* TASK INSTRUCTIONS: Repeat every line of the data exactly; the pictures stay out.

(Stored data)

= = =

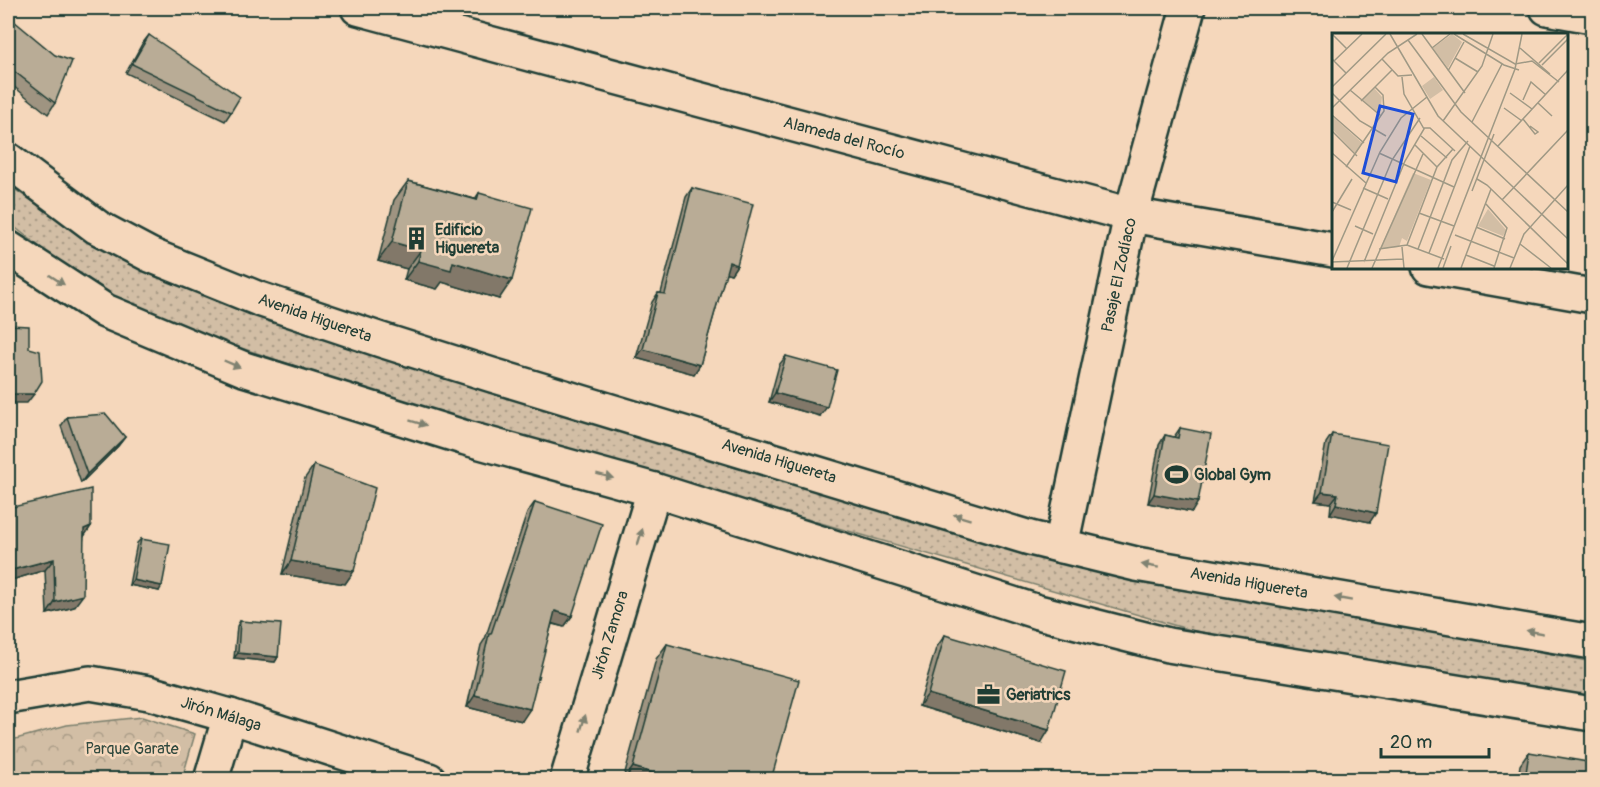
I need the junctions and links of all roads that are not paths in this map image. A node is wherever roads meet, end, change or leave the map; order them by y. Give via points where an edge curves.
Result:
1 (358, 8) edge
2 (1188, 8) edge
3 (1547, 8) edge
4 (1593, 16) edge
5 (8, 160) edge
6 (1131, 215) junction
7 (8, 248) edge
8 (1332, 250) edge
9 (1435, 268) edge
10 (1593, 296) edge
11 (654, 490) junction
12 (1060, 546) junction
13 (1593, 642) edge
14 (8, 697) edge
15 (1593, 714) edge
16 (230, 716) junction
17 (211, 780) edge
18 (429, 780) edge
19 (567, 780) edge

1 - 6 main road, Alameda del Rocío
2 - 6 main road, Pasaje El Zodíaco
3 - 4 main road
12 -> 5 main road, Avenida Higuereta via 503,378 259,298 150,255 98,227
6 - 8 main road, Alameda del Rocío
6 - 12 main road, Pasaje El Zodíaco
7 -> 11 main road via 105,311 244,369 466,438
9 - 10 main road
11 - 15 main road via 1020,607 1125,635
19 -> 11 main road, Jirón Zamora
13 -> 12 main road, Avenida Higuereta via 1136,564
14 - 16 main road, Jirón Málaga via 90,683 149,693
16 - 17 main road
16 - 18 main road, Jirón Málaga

= = =

* WRITTEN SOLUTION:
I need the junctions and links of all roads that are not paths in this map image. A node is wherever roads meet, end, change or leave the map; order them by y. Give via points where an edge curves.
Result:
1 (358, 8) edge
2 (1188, 8) edge
3 (1547, 8) edge
4 (1593, 16) edge
5 (8, 160) edge
6 (1131, 215) junction
7 (8, 248) edge
8 (1332, 250) edge
9 (1435, 268) edge
10 (1593, 296) edge
11 (654, 490) junction
12 (1060, 546) junction
13 (1593, 642) edge
14 (8, 697) edge
15 (1593, 714) edge
16 (230, 716) junction
17 (211, 780) edge
18 (429, 780) edge
19 (567, 780) edge

1 - 6 main road, Alameda del Rocío
2 - 6 main road, Pasaje El Zodíaco
3 - 4 main road
12 -> 5 main road, Avenida Higuereta via 503,378 259,298 150,255 98,227
6 - 8 main road, Alameda del Rocío
6 - 12 main road, Pasaje El Zodíaco
7 -> 11 main road via 105,311 244,369 466,438
9 - 10 main road
11 - 15 main road via 1020,607 1125,635
19 -> 11 main road, Jirón Zamora
13 -> 12 main road, Avenida Higuereta via 1136,564
14 - 16 main road, Jirón Málaga via 90,683 149,693
16 - 17 main road
16 - 18 main road, Jirón Málaga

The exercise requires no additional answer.